What is required:
What is the number of lines in the listing below that contain the string "hand"? Give that number only.

Data supplied:
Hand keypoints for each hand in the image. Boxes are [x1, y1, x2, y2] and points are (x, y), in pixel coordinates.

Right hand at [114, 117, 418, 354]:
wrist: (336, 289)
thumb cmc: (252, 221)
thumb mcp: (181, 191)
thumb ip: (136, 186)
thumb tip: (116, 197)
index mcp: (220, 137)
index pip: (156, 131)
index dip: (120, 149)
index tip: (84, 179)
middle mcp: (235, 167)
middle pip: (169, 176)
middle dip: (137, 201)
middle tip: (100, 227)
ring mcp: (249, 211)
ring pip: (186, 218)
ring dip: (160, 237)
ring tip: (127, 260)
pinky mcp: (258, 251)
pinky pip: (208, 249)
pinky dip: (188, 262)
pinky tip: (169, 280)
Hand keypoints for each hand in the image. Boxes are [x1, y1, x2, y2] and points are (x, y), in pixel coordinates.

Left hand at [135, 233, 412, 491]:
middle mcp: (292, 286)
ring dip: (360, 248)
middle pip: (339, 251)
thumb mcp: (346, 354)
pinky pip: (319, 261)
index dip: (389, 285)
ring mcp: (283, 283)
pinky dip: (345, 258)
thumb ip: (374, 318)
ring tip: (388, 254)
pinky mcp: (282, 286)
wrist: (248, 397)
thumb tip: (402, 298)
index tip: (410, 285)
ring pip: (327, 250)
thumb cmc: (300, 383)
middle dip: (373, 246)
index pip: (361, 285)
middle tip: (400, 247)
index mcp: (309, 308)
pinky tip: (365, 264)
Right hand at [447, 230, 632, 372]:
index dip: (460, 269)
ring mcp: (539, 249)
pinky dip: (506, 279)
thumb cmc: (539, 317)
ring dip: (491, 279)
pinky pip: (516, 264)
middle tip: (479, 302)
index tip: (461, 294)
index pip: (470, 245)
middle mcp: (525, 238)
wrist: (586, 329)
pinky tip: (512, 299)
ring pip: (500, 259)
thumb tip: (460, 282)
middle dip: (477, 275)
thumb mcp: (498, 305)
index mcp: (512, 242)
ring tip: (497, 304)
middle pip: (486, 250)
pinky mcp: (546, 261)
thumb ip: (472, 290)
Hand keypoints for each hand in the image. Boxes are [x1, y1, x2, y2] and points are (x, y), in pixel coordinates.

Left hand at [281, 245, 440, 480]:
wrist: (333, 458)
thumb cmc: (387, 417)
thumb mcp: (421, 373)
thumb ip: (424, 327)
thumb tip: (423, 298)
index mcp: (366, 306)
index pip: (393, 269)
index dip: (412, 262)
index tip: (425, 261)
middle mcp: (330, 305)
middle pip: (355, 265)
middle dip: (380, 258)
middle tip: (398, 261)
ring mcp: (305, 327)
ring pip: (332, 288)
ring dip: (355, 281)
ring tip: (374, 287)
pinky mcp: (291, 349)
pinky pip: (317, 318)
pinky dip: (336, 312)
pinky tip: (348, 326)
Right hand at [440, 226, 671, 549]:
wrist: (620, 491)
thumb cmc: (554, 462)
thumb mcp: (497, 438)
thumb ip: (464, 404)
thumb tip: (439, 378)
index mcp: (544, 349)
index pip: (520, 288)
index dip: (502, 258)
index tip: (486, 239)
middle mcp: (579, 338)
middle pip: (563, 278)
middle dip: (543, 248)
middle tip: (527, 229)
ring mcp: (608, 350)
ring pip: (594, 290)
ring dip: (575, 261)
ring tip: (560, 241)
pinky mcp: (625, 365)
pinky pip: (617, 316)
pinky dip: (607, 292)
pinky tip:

Answer below:
8